Global financial markets that were cheerfully sailing on fair winds of liquidity, infused by global central banks, have been suddenly hit by a giant wave of selling that has sent prices crashing and left investors gasping for breath.
What we are currently experiencing is volatility, not absolute loss. As is always the case when markets correct, the prophets of doom and gloom have once again sounded the clarion call. A short while ago these very same prophets were flaunting India as the economy of the future - highest GDP growth among large economies, youngest population, huge workforce, rapidly growing consumer numbers, growing purchasing power, fast developing infrastructure, and so on.

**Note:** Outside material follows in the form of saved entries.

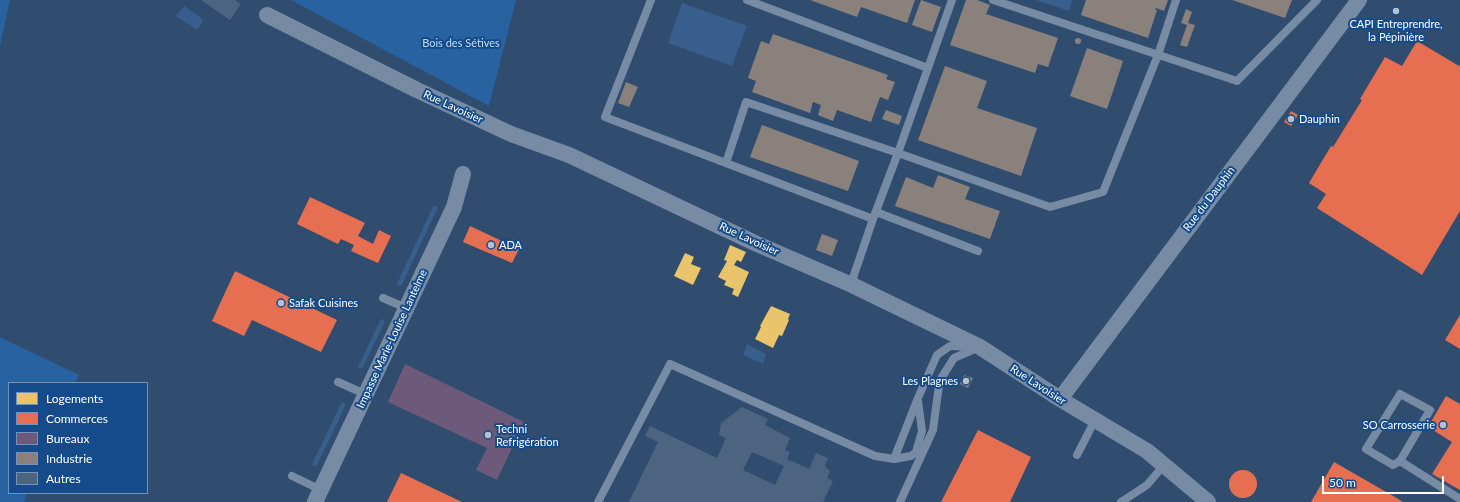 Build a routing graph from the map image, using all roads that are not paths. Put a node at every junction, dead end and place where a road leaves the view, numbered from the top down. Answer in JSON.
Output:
{"nodes":[{"id":1,"x":651,"y":0,"type":"edge"},
{"id":2,"x":747,"y":0,"type":"edge"},
{"id":3,"x":952,"y":0,"type":"edge"},
{"id":4,"x":993,"y":0,"type":"edge"},
{"id":5,"x":1176,"y":0,"type":"edge"},
{"id":6,"x":1316,"y":0,"type":"edge"},
{"id":7,"x":1359,"y":0,"type":"edge"},
{"id":8,"x":267,"y":15,"type":"dead end"},
{"id":9,"x":1158,"y":55,"type":"junction"},
{"id":10,"x":928,"y":68,"type":"junction"},
{"id":11,"x":898,"y":153,"type":"junction"},
{"id":12,"x":726,"y":163,"type":"junction"},
{"id":13,"x":462,"y":174,"type":"dead end"},
{"id":14,"x":874,"y":216,"type":"junction"},
{"id":15,"x":978,"y":251,"type":"dead end"},
{"id":16,"x":852,"y":285,"type":"junction"},
{"id":17,"x":383,"y":298,"type":"dead end"},
{"id":18,"x":406,"y":308,"type":"junction"},
{"id":19,"x":980,"y":347,"type":"junction"},
{"id":20,"x":338,"y":382,"type":"dead end"},
{"id":21,"x":365,"y":394,"type":"junction"},
{"id":22,"x":918,"y":398,"type":"junction"},
{"id":23,"x":1060,"y":399,"type":"junction"},
{"id":24,"x":1095,"y":420,"type":"junction"},
{"id":25,"x":1077,"y":455,"type":"dead end"},
{"id":26,"x":894,"y":459,"type":"junction"},
{"id":27,"x":1400,"y":461,"type":"junction"},
{"id":28,"x":1164,"y":465,"type":"junction"},
{"id":29,"x":292,"y":476,"type":"dead end"},
{"id":30,"x":318,"y":496,"type":"edge"},
{"id":31,"x":1460,"y":500,"type":"edge"},
{"id":32,"x":598,"y":502,"type":"edge"},
{"id":33,"x":900,"y":502,"type":"edge"},
{"id":34,"x":1122,"y":502,"type":"edge"},
{"id":35,"x":1208,"y":502,"type":"edge"}],
"edges":[{"from":1,"to":12,"type":"lane"},
{"from":2,"to":10,"type":"lane"},
{"from":3,"to":10,"type":"lane"},
{"from":4,"to":9,"type":"lane"},
{"from":5,"to":9,"type":"lane"},
{"from":6,"to":9,"type":"lane"},
{"from":7,"to":23,"type":"street","name":"Rue du Dauphin"},
{"from":8,"to":16,"type":"street","name":"Rue Lavoisier"},
{"from":9,"to":11,"type":"lane"},
{"from":10,"to":11,"type":"lane"},
{"from":11,"to":12,"type":"lane"},
{"from":11,"to":14,"type":"lane"},
{"from":12,"to":14,"type":"lane"},
{"from":13,"to":18,"type":"street","name":"Impasse Marie-Louise Lantelme"},
{"from":14,"to":15,"type":"lane"},
{"from":14,"to":16,"type":"lane"},
{"from":16,"to":19,"type":"street","name":"Rue Lavoisier"},
{"from":17,"to":18,"type":"lane"},
{"from":18,"to":21,"type":"street","name":"Impasse Marie-Louise Lantelme"},
{"from":19,"to":22,"type":"lane"},
{"from":19,"to":23,"type":"street","name":"Rue Lavoisier"},
{"from":19,"to":33,"type":"lane"},
{"from":20,"to":21,"type":"lane"},
{"from":21,"to":30,"type":"street","name":"Impasse Marie-Louise Lantelme"},
{"from":22,"to":26,"type":"lane"},
{"from":22,"to":26,"type":"lane"},
{"from":23,"to":24,"type":"street","name":"Rue Lavoisier"},
{"from":24,"to":25,"type":"lane"},
{"from":24,"to":28,"type":"street","name":"Rue Lavoisier"},
{"from":26,"to":32,"type":"lane"},
{"from":27,"to":27,"type":"lane"},
{"from":27,"to":31,"type":"lane"},
{"from":28,"to":34,"type":"lane"},
{"from":28,"to":35,"type":"street","name":"Rue Lavoisier"},
{"from":29,"to":30,"type":"lane"}]}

Has all this changed in a few months? The answer is a resounding 'NO'. We know that markets do come back from every correction and eventually make new highs. Even the 2008 market collapse - the worst in recent times - was a testimony to this. From highs of 6,200 in January 2008, the Nifty collapsed to a low of 2,600 in March 2009. At that point, many market pundits predicted that it would take many years, possibly a decade to recover from what they called ‘complete and utter devastation of the of the world's financial markets’.

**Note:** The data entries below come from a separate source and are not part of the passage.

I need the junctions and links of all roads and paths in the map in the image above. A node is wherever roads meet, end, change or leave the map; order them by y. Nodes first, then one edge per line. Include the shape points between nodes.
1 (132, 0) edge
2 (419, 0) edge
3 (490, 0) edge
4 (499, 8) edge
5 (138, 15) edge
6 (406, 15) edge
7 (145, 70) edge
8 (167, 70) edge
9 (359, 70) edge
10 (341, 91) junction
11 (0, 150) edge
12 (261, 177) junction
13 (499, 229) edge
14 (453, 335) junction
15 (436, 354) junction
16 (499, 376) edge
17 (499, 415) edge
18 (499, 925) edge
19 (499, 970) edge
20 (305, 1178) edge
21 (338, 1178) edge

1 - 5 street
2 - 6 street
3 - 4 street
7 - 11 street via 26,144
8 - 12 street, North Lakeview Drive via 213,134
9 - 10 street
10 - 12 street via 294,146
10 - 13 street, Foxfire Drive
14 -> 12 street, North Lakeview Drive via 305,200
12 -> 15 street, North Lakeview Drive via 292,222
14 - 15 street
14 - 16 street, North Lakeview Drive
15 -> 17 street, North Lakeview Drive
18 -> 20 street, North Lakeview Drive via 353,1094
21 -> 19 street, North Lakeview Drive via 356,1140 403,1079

However, the markets were back to 6,100 level by October, 2010, in a span of 18 months! History has shown time and again the continued progress of mankind, and there is no reason that that trend will reverse this time. Staying on course is what makes one a successful investor.
f you’re investing for the next five – 10 years, then your focus should be on the opportunity and the way to harness it. One should keep investing as per her goals and leverage these falls. The current correction in the market provides investors a huge opportunity to increase allocation to equities with a medium- to long-term view.